The Military Empire

The Zenith Of The French Empire In North America

By the mid-eighteenth century, the North American possessions of the king of France looked like a giant "T," reaching across Canada from Cape Breton Island in the east to the middle of Saskatchewan in the west, and descending from the Great Lakes to the Gulf of Mexico. Despite the enormous distances between forts and settlements, detachments of Navy soldiers were scattered all through this territory. These soldiers stood guard under very different conditions, from Quebec to La Baie to Fort La Reine. They succeeded in dominating hostile Amerindians, like the Foxes, but also in forging alliances and ties with many other nations, which played an important part in the establishment of the French empire. It was as much by the diplomacy of its officers as by force of arms that France ensured its commercial and diplomatic hegemony over these vast expanses. Without denying the slowly emerging British colonies in what is now Canada the credit they deserve, the first half of the eighteenth century was truly the heyday of French power in North America.
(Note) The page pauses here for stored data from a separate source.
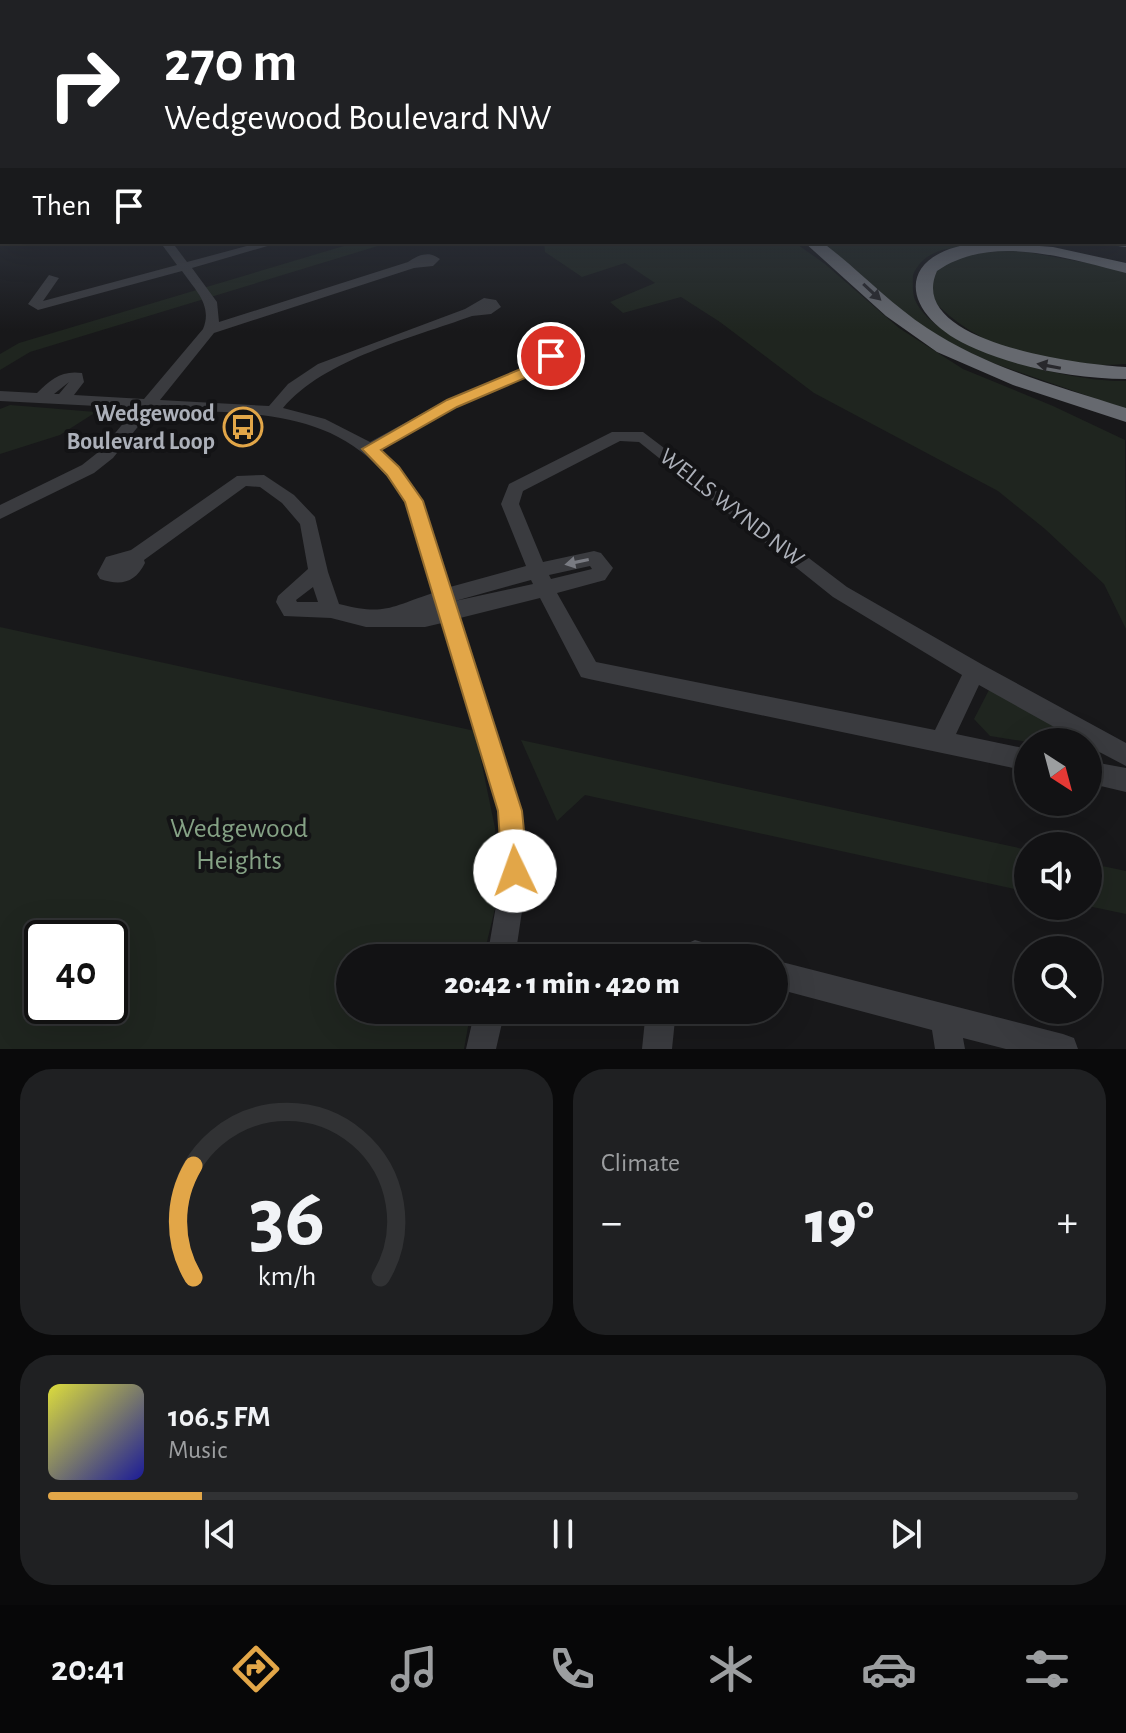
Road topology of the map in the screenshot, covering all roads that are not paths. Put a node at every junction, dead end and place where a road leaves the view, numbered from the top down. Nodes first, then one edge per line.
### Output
1 (168, 244) edge
2 (267, 244) edge
3 (814, 244) edge
4 (1063, 244) edge
5 (1126, 260) edge
6 (184, 265) junction
7 (412, 265) dead end
8 (1126, 268) edge
9 (53, 278) dead end
10 (470, 312) dead end
11 (209, 330) junction
12 (534, 369) dead end
13 (992, 370) junction
14 (1126, 373) edge
15 (0, 396) edge
16 (41, 398) junction
17 (63, 399) junction
18 (148, 404) junction
19 (272, 412) junction
20 (1126, 415) edge
21 (1126, 429) edge
22 (370, 449) junction
23 (0, 513) edge
24 (133, 558) dead end
25 (318, 572) junction
26 (542, 578) junction
27 (446, 606) junction
28 (331, 610) junction
29 (975, 672) junction
30 (940, 743) junction
31 (1126, 755) edge
32 (1014, 757) edge
33 (1102, 775) edge
34 (1126, 780) edge
35 (503, 944) edge
36 (788, 978) edge
37 (945, 1020) junction
38 (487, 1024) edge
39 (660, 1024) edge
40 (481, 1049) edge
41 (657, 1049) edge
42 (950, 1049) edge
43 (1063, 1049) edge

1 - 6 street
2 - 6 street
3 -> 13 highway
4 - 5 highway
6 - 9 street
6 - 11 street
7 - 11 street
14 -> 8 highway
10 - 19 street
11 - 18 street
12 - 22 street
13 - 20 highway
13 - 21 highway
15 - 16 street
16 - 17 street
16 - 17 street
17 - 18 street
18 - 19 street
18 - 23 street
19 - 22 street
22 - 27 street
24 - 25 street
25 - 28 street
25 - 28 street
26 - 27 street
26 - 29 street, WELLS WYND NW
26 - 30 street, WELLS WYND NW
27 - 28 street
27 - 35 street
29 - 30 street
29 - 31 street, WELLS WYND NW
30 - 32 street, WELLS WYND NW
33 - 34 street
36 - 37 street
37 - 42 street
37 - 43 street
38 - 40 street
39 - 41 street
All this became possible beginning at the end of the seventeenth century because New France had developed a strong military organization and the Canadians, after living for decades at the mercy of the indigenous peoples, took advantage of what they had learned. A highly effective militia was established and the officers of the regular troops were recruited increasingly among the Canadian gentry, whether by birth or appointment. The government of New France was structured and operated in a thoroughly military fashion, and military influences pervaded civilian, legal and economic affairs. The influence of the military even extended to the church, either through the soldiers who protected the missionaries, or military engineers who were asked to draw up plans for the construction of churches.

The shift from traditional European methods of warfare to original Canadian tactics during the second half of the seventeenth century was also extremely important to the development of New France because it enabled the growing colony to keep the Americans at bay. The soldiers and militiamen of New France were able, with the assistance of their Amerindian allies, to control almost the entire North American heartland, because only they could conduct operations far from their bases and search out and defeat Amerindian enemies in their own homeland, despite some minor setbacks.

By the end of the seventeenth century, the extraordinary success of the military in New France was beginning to encourage a sense of Canadian nationhood. Military institutions dominated society, providing the basic social and governmental organization (in which Canadian officers played a prominent role) and adapting European structures to North American needs and geography. All this reinforced the distinct identity of Canadians. They still considered themselves Frenchmen, but at the same time they identified increasingly with their new country. In the beginning, Canada was only a theoretical entity, but for the soldiers and militiamen who crisscrossed it in all directions whether by canoe, on foot, or on snowshoes in the winter, it gradually took on a real identity. They explored it, fought for it, and discussed it among themselves.

It was from this vision of the country, which grew out of what these men had seen with their own eyes and defended with their lives, that a sense of nationhood was born in their hearts.